Search the records below for the word "linejoin". Pull out each line that has it.

::: Extracted material

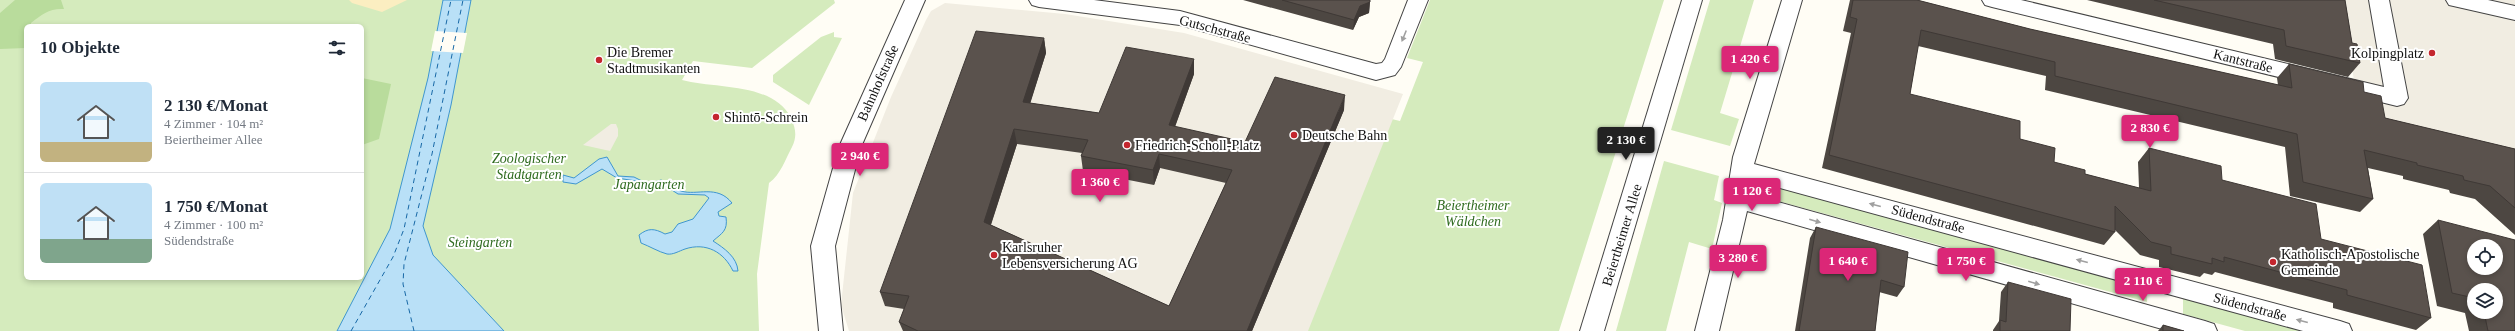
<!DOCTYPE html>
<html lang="de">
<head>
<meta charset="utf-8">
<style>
  :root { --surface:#fff; --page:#f6f6f7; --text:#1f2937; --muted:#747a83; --line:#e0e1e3; --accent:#db2777 }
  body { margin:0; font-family:Georgia,serif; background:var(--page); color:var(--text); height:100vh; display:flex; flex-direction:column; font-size:15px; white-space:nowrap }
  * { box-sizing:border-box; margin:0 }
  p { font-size:13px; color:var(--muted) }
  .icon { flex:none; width:22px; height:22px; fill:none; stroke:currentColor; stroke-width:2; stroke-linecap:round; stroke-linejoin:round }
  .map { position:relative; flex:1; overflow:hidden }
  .sheet { position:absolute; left:24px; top:24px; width:340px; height:256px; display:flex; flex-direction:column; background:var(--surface); border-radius:6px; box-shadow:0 2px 6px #0003 }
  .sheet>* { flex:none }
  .fabs { position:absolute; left:2467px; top:239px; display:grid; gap:8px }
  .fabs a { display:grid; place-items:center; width:36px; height:36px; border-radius:50%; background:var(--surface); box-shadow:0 2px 6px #0003; font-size:20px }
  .price { position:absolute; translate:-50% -34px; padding:0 9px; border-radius:4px; background:var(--accent); color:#fff; font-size:13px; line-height:26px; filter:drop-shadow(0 1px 2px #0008) }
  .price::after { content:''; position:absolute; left:50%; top:24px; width:12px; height:9px; margin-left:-6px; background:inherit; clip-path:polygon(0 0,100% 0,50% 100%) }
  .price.on { background:#222; color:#fff }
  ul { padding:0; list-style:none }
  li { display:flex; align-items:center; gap:12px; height:100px; padding:0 16px }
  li+li { border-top:1px solid var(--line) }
  li span { display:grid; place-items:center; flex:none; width:112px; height:80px; border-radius:6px; color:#555 }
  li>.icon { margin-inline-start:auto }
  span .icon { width:48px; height:48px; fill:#fffc; stroke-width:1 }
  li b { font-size:17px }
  h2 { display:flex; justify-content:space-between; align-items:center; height:48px; padding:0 16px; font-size:17px }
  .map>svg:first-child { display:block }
  .green { fill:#d5ebbd; fill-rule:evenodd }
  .forest { fill:#b9dc9c }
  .sand { fill:#fbeec1 }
  .plaza { fill:#f1ede2 }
  .water { fill:#b9e0f7; stroke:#3f96cf }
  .pier { fill:#fffdf5 }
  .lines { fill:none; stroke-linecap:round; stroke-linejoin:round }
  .ferry { stroke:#1768a6; stroke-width:1; stroke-dasharray:5 4; stroke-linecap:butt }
  .minor-casing { stroke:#444; stroke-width:2 }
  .minor { fill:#fff; fill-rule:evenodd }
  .wall { fill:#4d4742; fill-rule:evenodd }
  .shaded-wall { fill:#3f3936 }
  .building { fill:#5a524d; stroke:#3f3936; fill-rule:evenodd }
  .oneway { fill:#a0a0a0 }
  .poi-dot { fill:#c4262e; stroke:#fff; stroke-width:1.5 }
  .labels { text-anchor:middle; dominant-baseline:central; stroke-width:4; stroke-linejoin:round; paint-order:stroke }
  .street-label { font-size:14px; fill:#111; stroke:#fff }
  .poi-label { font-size:14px; fill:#111; stroke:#fff; text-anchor:start }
  .park-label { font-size:14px; font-style:italic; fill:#2f6b1f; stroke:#fff }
</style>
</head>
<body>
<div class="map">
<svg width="2515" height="331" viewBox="0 0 2515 331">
  <rect width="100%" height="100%" fill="#fffdf5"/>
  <!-- green -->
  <g class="green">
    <path d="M0,0h834l1,3 -83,65 -59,-7 -11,19c33,9 91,2 109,38 5,11 6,19 1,29 -7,13 -11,27 -23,36l-12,91 2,57h-759zM26,26h336v252h-336z"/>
    <path d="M1430,0h234l-105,331h-269l85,-216 25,6 23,-59 -16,-4z"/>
    <path d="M1710,0h44l-34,113 19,6 -9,27 -59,-16z"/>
    <path d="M834,32v5l8,1 -33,67 -36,-23v-7l48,-38z"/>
    <path d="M1664,161l55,15 -5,24 8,3 -10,46 -23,-7 -23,89h-50z"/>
    <path d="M1770,181l376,104 1,17 -380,-104z"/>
    <path d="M2183,294l135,37h-73l-62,-17z"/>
  </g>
  <!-- forest -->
  <g class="forest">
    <path d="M15,0h46l3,9c-14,-1 -22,5 -33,14v3h-5v22l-26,1v-36z"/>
    <path d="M362,78l29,6 -12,55 -17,6z"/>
  </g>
  <!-- sand -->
  <path class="sand" d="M349,0h58l-25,12 -30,-9z"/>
  <!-- plaza -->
  <g class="plaza">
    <path d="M2341,0h174v166l-141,-35 -16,-26z"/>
    <path d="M945,3l120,11 119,19 219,61 -95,237h-459l-8,-26 12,-112 38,-96 35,-77 5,-9z"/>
    <path d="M611,124h5l2,5v7l-8,15 -27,-6z"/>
  </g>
  <!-- water -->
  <g class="water">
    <path d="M443,0h28l-20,105 -28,121 10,29 71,76h-167l53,-102 38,-151z"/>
    <path d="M607,157l11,19 16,1 14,7 13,-4c8,2 13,9 20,11 16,5 36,-7 51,12l-14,9 1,4 7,1c2,14 -4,16 -13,24 11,7 24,16 25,30h-5c-9,-19 -27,-29 -48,-22 -6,2 -12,6 -18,5 -8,-2 -18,-8 -26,-11l-2,-8c9,-7 15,-7 26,-1l7,-2 6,-8 15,-5 16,-21 -4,-3 -27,-1 -17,-11 -17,5 -8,-7 -19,-3 -15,-9 -26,15 -13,-2v-7l11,3 25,-19z"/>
  </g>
  <!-- pier -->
  <path class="pier" d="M435,31l32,2 -4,20 -32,-2z"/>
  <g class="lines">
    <!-- ferry -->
    <g class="ferry">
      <path d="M351,331l42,-74 11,-28 47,-229"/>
      <path d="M414,331l-11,-47 1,-20 28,-110 31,-154"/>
    </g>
    <!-- minor casing -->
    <g class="minor-casing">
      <g id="minor">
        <path d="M905,0h20l-64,147 -26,99 8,85h-24l-8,-85 28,-99z"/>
        <path d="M1029,0h65l86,11 196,53 6,-1 3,-4 23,-59h20l-27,67 -6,8 -19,5 -196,-55 -141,-18 -7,-2z"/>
        <path d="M1682,0h20l-98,331h-24z"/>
        <path d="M1782,0h20l-48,164 586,157 9,3 3,7h-49l-552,-151 -2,14 456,127 9,3 3,7h-48l-422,-120 -28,120h-24l28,-111 10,-63z"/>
        <path d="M1982,0h39l363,87 -15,-87h20l19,98 -4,6 -7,2 -405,-99 -7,-2z"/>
        <path d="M2446,0h42l27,6v14l-66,-15z"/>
      </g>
    </g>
    <!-- minor -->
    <use href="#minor" class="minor"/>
  </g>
  <!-- wall -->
  <g class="wall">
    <path d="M1243,0h127l-1,13 -10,4 -6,13z"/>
    <path d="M1850,0h67l113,29 248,56 -1,-7 12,-14 75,28 21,26 130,31v86l-40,-36 -25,-6 -1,-3 -46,-11v-3l-35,-8 5,31 -13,13 -70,-16 -5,-49 -240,-57 1,-14 -128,-30 -8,48 110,45 34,23 31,12 54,14 -1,-26 11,-14 73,32 99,59 110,79 -15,12 -83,-22v-5l-118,-31 -3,3 -8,-2 -4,4 -41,-10v-7l-19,-5 -25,-25v2l-11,13 -282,-77 29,-135 -8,-2z"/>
    <path d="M2087,0h258l7,43 8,20 -12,14 -73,-18 -2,-15z"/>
    <path d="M1044,38l2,15 -16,50 69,10 95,-54v15l-19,53 70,15 99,-32 -92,221h-349l-4,-9 5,-13 -19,-3 -5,-14zM1017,144l65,9 -1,3 2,15 71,14 6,-17 66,15 -57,123 -178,-81z"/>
    <path d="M2438,220l77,111h-46l-4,-18 -28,-7 -14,-72zM2474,290l22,22h-22z"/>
    <path d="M1816,227l88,60 -7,10 -18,-5 -4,39h-80l15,-93z"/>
    <path d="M2008,282l62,49h-77v-1l6,-9 2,-29z"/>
    <path d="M2163,325l21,6h-26z"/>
  </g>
  <!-- shaded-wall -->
  <g class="shaded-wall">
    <path d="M1370,2l-1,11 -10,4 -6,13 1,-10 6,-14z"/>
    <path d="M1044,38l2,15 -20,64 -3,-15z"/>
    <path d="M1194,59v15l-24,66 -1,-15z"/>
    <path d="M1345,95l-1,15 -92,221h-5z"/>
    <path d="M1014,129l3,15 -30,92 -3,-14z"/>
    <path d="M1159,154l1,14 -6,17 -1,-15z"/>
  </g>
  <!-- building -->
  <g class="building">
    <path d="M1282,0h88v2l-10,4 -6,14z"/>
    <path d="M1853,0h64l113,29 262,59 -3,-24 74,18 1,10 17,4 4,22 130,31v59l-25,-22 -26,-6 -1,-4 -46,-11v-2l-53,-13 9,49 -70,-17 -6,-48 -242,-58v-14l-134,-32 -11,64 110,27v18l35,9 -1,14 31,8v4l66,17 -2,-43 72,18 1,14 94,24 5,35 101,26 9,53 -84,-23v-5l-123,-33v5l-12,-4v6l-41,-10v-7l-20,-5 -36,-36v26l-286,-77 28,-136 -7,-2z"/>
    <path d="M2154,0h191l7,43 5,1 3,19 -74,-17 -2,-16z"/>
    <path d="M976,31l68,7 -21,64 76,11 27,-66 68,12 -25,66 76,17 30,-65 70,18 -98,236h-329l-19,-9 10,-26 -29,-4zM1014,129l74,11 -7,16 72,14 6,-16 73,16 -63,136 -185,-84z"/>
    <path d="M2438,220l77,20v91h-27l-4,-19h12v-22h-22v8l-22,-5zM2474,246h22v22h-22z"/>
    <path d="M1816,227l92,25 -4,35 -23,-7 -6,51h-76z"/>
    <path d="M2008,282l63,17 -1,32h-70v-11l6,2z"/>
    <path d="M2163,325l21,6h-21z"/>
  </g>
  <!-- one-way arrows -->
  <defs><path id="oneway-solid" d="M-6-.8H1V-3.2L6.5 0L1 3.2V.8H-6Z"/></defs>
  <g class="oneway">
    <use href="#oneway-solid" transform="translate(1404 36) rotate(112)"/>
    <use href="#oneway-solid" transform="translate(1875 205) rotate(-165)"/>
    <use href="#oneway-solid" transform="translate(1815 221) rotate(16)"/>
    <use href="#oneway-solid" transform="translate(2082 261) rotate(-165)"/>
    <use href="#oneway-solid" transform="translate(2034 283) rotate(16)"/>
    <use href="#oneway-solid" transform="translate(2302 321) rotate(-165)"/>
  </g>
  <!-- markers -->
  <g class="poi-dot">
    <circle cx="2432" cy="53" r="4"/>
    <circle cx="599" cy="60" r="4"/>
    <circle cx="716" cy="117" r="4"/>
    <circle cx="1294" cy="135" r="4"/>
    <circle cx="1127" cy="145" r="4"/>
    <circle cx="994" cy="255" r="4"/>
    <circle cx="2273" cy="262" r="4"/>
  </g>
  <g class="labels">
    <!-- street labels -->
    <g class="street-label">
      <text transform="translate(1215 29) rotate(15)">Gutschstraße</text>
      <text transform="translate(2243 61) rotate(14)">Kantstraße</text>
      <text transform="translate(878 83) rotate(-66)">Bahnhofstraße</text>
      <text transform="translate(1928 219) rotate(15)">Südendstraße</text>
      <text transform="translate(1622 235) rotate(-73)">Beiertheimer Allee</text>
      <text transform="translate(2250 307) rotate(15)">Südendstraße</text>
    </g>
    <!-- poi labels -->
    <g class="poi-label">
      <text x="607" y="52">Die Bremer<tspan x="607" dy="16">Stadtmusikanten</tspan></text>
      <text x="2424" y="53" text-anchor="end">Kolpingplatz</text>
      <text x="724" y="117">Shintō-Schrein</text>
      <text x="1302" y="135">Deutsche Bahn</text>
      <text x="1135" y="145">Friedrich-Scholl-Platz</text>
      <text x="1002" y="247">Karlsruher<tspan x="1002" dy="16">Lebensversicherung AG</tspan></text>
      <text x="2281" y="254">Katholisch-Apostolische<tspan x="2281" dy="16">Gemeinde</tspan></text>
    </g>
    <!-- park labels -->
    <g class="park-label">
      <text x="529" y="158">Zoologischer<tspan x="529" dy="16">Stadtgarten</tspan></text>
      <text x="649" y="184">Japangarten</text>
      <text x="1473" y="205">Beiertheimer<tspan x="1473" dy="16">Wäldchen</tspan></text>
      <text x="480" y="242">Steingarten</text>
    </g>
  </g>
</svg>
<div class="fabs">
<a><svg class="icon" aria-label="locate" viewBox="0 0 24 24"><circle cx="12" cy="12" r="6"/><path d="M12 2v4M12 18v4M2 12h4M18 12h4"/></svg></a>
<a><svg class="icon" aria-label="layers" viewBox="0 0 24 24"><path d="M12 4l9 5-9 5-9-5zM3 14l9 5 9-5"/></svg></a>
</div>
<b class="price" style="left:1750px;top:80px">1 420 €</b>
<b class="price" style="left:2150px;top:149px">2 830 €</b>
<b class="price on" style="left:1626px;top:161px">2 130 €</b>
<b class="price" style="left:860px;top:177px">2 940 €</b>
<b class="price" style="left:1100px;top:203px">1 360 €</b>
<b class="price" style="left:1752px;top:212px">1 120 €</b>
<b class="price" style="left:1738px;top:279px">3 280 €</b>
<b class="price" style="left:1848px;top:282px">1 640 €</b>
<b class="price" style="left:1966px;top:282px">1 750 €</b>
<b class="price" style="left:2143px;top:302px">2 110 €</b>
<section class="sheet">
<h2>10 Objekte<svg class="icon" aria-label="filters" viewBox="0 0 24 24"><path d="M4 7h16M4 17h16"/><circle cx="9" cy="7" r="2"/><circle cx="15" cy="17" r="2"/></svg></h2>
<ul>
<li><span style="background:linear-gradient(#bfe0f5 75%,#c2b280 0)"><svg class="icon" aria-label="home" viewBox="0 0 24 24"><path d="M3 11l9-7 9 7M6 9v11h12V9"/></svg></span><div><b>2 130 €/Monat</b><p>4 Zimmer · 104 m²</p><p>Beiertheimer Allee</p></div></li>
<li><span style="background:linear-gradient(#bfe0f5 70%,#7fa58c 0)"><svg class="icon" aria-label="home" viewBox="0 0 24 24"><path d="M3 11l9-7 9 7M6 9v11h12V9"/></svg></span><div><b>1 750 €/Monat</b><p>4 Zimmer · 100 m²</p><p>Südendstraße</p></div></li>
</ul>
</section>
</div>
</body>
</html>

::::::

• _Solution to this problem_
  .icon { flex:none; width:22px; height:22px; fill:none; stroke:currentColor; stroke-width:2; stroke-linecap:round; stroke-linejoin:round }
  .lines { fill:none; stroke-linecap:round; stroke-linejoin:round }
  .labels { text-anchor:middle; dominant-baseline:central; stroke-width:4; stroke-linejoin:round; paint-order:stroke }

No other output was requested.